I wonder where Jung is in all of this. Subjectivity for Jung was inherent “. . . Man brings with him at birth the ground-plan of his nature. . . .” (Collected Works 4: 728) Neither a product of an unknown psyche nor a cultural response, identity was part of a shared spiritual experience. “In some way or other we are part of a single, all-embracing psyche, a single ‘greatest man. . . .'” (The Spiritual Problem of Modern Man [Collected Works 10: 175])

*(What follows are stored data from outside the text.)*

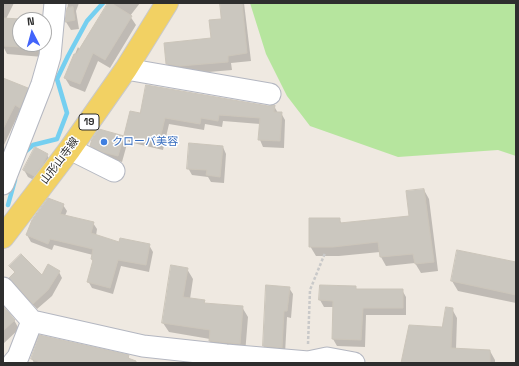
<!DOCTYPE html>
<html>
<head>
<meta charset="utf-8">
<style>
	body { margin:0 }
	#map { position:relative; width:519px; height:366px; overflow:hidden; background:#efe9e1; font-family:"Space Grotesk",sans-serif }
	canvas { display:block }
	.frame { position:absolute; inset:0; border:4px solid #2e2e2e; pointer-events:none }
	.north { position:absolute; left:12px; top:12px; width:40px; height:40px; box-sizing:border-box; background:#fff; border:1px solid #ababab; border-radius:50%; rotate:354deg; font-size:11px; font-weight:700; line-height:16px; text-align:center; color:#2e2e2e }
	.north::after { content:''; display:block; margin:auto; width:14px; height:18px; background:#4264fb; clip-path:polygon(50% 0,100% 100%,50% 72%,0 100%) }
</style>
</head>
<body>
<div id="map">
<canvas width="519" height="366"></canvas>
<div class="frame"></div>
<div class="north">N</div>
</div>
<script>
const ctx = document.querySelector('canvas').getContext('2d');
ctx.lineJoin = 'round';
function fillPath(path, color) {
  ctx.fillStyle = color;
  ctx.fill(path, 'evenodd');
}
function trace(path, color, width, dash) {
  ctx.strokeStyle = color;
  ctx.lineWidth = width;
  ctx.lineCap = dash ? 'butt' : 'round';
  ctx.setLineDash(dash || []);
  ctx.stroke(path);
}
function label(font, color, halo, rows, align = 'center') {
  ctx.font = font + ' "Space Grotesk","Noto Sans JP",sans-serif';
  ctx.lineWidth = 3;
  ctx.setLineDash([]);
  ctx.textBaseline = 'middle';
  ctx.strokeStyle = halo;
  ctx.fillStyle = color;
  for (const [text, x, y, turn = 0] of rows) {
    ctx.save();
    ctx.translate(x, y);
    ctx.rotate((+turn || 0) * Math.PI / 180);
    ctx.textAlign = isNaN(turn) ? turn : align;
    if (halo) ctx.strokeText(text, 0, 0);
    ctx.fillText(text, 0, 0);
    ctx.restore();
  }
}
const green = new Path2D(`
	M250 3H516V156L498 150 398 157 310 126 287 96 266 54Z`);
const shadow = new Path2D(`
	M3 3H14L6 19 20 20V44H44L43 57 7 54 3 46Z
	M68 3H79L76 11 79 29 71 30 66 22Z
	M109 3H140L130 16 136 25 110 68 98 61 85 92 70 86 65 78 78 47 80 50Z
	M221 3H244L251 61 231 63 232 70 185 74 171 71 167 63 212 39 222 20Z
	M3 79 27 89 32 97 24 115 19 113 3 147Z
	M274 106 278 113H281L285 120 284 148 263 147 260 140V124L223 121 222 127 205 124 204 130 169 124 163 150 129 142 125 135 140 115Z
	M123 137 127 144 122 162 107 158 96 153 92 146Z
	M223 147 226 154 224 183 211 182 208 177 192 175 188 168Z
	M47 155 51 162 38 182 28 177 24 170Z
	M424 190 429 199 438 271 421 273 415 263 386 266 381 257 380 252 339 256H316L310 246 339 219 342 224 410 216Z
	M63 205 67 211 65 216 93 223 97 229 96 236 120 243 149 245 153 252 149 272 121 266 113 294 92 288 88 281 93 262 92 259 93 255 54 245 52 250 31 242 27 235Z
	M516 263V303L458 291 452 281Z
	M10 266 42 276 59 272 62 278 52 296 37 309 13 284 10 278 15 273Z
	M187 269 193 279 190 299 204 301 205 304 242 307 248 317 245 354 216 351 210 341V339L169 332 163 323Z
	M355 287 357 290H402L406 297V315H366L365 347 337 346 333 339 334 307H324L320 300Z
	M289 288 293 294 291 318 287 317 285 354 268 353 264 346Z
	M3 308 14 320 19 329 3 344Z
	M452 309 457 318 456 349 490 351 495 360V363H402L443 328Z
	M128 356 132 363H34L32 359Z`);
const stream = new Path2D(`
	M25 152 33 145 57 139 67 113 57 79 68 56 87 21 103 3
	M8 205 15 180`);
const building = new Path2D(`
	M108 3H111L132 16 105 60 93 53 80 84 64 78 74 54H76Z
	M220 3H242L247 53 228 56V62L180 66 166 64 164 43 211 38 209 20 221 19Z
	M73 7 75 20 65 22 67 8Z
	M3 18 20 19V47L3 46Z
	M3 78 28 88 20 108 15 105 3 129Z
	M146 85 268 106 275 105 274 112H282L280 141 258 140 260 118 219 115 218 121 201 118 200 124 165 118 159 143 124 135 130 111 140 113Z
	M99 129 124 136 118 156 102 152 90 146 92 139Z
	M189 143 223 146 220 177 206 175 207 170 187 169Z
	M35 147 48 154 43 164 34 176 23 170Z
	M424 189 434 262 415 264 413 254 380 257 378 242 333 247H309V218H340V223L409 216 406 191Z
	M48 198 64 204 60 214 94 222 91 233 119 242 120 238 150 244 146 265 118 260 110 288 87 282 93 260 91 259 93 249 50 239 48 244 26 235 32 220Z
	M457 250 516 262V295L451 281Z
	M21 254 42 275 48 264 60 271 48 290 33 304 9 278 15 272 9 266Z
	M171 265 188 268 183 297 205 300 204 303 243 306 240 344 209 341 210 330 162 323Z
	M266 285 290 287 287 311H284L282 348 263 346Z
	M320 285 356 286V289H403V308H363L361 340 332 339 333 301 319 300Z
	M3 306 15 320 3 331Z
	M446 307 453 308 451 348 490 350V363H401L409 325 442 327Z
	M39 335 129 355 128 358 136 361V363H44L31 359Z`);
const path = new Path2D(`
	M308 344 310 290 325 253`);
const minor = new Path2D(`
	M126 69 270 94
	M70 149 114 171
	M3 184 42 84 50 56 55 3
	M3 288 32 321 18 357 13 363
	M32 321 143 346 226 355 308 362 327 358 354 363`);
const major = new Path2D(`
	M3 237 70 149 126 69 167 3`);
const markers = [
	[104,142,4,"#3f7fe0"]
];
const shields = [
	[89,122,20]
];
const shieldNames = [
	["19",89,122]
];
const shopNames = [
	["クローバ美容",112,142]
];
const streetNames = [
	["山形山寺線",60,161,-53]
];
fillPath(green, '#b6e59e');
fillPath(shadow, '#0003');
trace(stream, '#75cff0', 4.5);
fillPath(building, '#cbc7bf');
trace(building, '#cbc5ba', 1);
trace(minor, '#b4b7c1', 23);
trace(major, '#c9c9c9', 24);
trace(path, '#c9c9c9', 2.5, [3, 2]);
trace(minor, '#fff', 21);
trace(major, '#f2d163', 22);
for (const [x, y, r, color] of markers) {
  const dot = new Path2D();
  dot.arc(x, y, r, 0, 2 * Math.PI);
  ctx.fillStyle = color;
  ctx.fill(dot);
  trace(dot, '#fff', 1.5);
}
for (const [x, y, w] of shields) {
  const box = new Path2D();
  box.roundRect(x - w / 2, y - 8, w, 16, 3);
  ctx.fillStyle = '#fff';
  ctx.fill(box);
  trace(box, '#2e2e2e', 1);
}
label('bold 10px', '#2e2e2e', null, shieldNames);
label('11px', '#366cbe', '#fff', shopNames, 'left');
label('11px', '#2e2e2e', '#fff', streetNames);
</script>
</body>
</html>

What’s been most interesting about this unit is the evidence of a changing knowledge base but Jung seems to have slipped out of the frame altogether. What’s missing often says more than what is present. As what we don’t say reveals more about us than what we do. One problem with Jung is that he was seen as discrediting Christianity and his reputation unfairly damaged. Unfairly because Freud was also anti-religion and far more vehemently so. But I wonder if there is another reason. In an era of individualism, and dominance of the narcissistic personality type, it’s maybe not surprising that the idea of a shared spirituality is downplayed. With sharing comes responsibility and in a postmodern, post-traditional society, that’s no longer a popular idea. However, to cover Freudian psychoanalysis without at least a mention of his one time partner or his work on myths, symbols, archetypes and the collective unconscious is a loss and discredits his contribution to the literature on the identity of the self.